Pick of the Month time and February’s choice is ‘In my father’s pocket’ from Moray Sanders. Moray has written prose with the support of Creative Future for some years; through them she then won a mentoring opportunity with New Writing South and has been working with Vanessa Gebbie, who encouraged her to write poetry. This is her first poem, and first open submission, and ‘the spareness, and the ache’, as Vanessa puts it, struck a chord with many of you.

 

In my father’s pocket

Feel that square of paper
in your jacket pocket
next to your heart.
Unfold it.
Hold it out if you need to.

“This is my father.
He is loved,
not lost.
Please bring him home and
when you have read this,
put the paper back
in his pocket
where he can feel it
next to his heart.

He is loved.
Not lost.
Thank you.”

 

Voters’ comments included:

I loved how much feeling and narrative was packed into this spare, beautiful poem

What a wonderful first poem. It tells such a sad familiar story in such a spare, heartfelt way, full of love. What a lot to get into just a few short lines.
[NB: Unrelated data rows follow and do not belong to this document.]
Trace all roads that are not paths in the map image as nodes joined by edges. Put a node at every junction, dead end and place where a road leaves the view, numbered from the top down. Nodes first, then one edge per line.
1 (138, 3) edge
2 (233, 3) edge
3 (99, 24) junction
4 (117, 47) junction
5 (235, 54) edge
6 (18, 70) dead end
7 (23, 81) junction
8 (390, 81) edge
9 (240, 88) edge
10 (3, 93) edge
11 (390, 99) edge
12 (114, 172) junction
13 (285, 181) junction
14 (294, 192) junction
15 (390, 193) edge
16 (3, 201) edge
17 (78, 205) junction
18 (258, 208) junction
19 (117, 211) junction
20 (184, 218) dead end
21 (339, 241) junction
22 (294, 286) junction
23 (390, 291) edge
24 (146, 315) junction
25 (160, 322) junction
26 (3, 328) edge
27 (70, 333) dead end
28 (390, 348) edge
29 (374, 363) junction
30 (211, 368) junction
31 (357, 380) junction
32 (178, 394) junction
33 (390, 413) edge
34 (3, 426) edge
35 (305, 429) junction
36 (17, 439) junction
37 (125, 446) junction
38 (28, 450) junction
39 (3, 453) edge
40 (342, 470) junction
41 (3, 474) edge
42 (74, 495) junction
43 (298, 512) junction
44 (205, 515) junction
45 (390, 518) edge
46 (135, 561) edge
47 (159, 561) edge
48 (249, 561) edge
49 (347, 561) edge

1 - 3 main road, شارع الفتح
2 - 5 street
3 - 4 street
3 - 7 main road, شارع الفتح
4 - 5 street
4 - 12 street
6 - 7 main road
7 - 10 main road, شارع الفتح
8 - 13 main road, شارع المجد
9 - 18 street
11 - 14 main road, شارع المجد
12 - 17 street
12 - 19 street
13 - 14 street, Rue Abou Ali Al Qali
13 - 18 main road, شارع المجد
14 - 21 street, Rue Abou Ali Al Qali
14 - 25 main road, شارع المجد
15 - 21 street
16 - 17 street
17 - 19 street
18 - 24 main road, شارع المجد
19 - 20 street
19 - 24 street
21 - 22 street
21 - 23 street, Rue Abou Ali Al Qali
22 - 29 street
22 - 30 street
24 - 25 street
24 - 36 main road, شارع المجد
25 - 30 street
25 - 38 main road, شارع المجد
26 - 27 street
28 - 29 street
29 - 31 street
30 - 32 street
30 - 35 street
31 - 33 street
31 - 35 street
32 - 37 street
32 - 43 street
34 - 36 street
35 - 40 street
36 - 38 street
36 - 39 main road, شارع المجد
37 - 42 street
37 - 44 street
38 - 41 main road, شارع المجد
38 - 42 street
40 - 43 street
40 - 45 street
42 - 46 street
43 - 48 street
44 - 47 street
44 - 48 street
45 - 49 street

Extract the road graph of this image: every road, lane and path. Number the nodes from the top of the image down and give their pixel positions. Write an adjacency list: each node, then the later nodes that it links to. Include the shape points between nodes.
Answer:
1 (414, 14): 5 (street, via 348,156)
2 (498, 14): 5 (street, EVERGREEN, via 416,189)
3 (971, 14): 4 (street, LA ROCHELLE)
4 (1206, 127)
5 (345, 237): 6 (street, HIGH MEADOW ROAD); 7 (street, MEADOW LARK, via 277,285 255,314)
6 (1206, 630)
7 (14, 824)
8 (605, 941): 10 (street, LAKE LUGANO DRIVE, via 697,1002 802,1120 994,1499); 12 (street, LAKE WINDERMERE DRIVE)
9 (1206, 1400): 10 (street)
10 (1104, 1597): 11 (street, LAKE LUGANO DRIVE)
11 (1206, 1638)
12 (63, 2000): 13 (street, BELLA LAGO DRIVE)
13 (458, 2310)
I feel I can relate to this in my own way. I can put a story, well life event, into this poem so it I feel the words.

Beautifully crafted and fleetingly precise.

I like the gentle beauty of the poem and the quiet sadness…

Me and my daughter both read this poem and she picked this as her favorite. Maybe because she doesn’t see her dad very often as he is in the army.

Poignant in its simplicity.

It is spare, understated and very moving. The word count belies the strength.

It connects with me as I lost my father as he committed suicide and I never knew him. The poem is uplifting and hopeful.

Moray is so economical with her words yet we understand the loss, feel the emotion, and hope for the future. Paradoxically we want more words, an explanation, an outcome – well a happy ending don’t we?

So true to life. My husband has Alzheimer‘s disease and carries a piece of paper with his details in case he gets lost. This poem really moved me.

In my opinion this piece is a tender and clever exploration of love and loss in its many forms and layers. Quite apart from the deep, profound love that one may feel towards an elderly parent, this poem hints at multi-generational accretion of love… This poem has the weight and feel of a modern classic.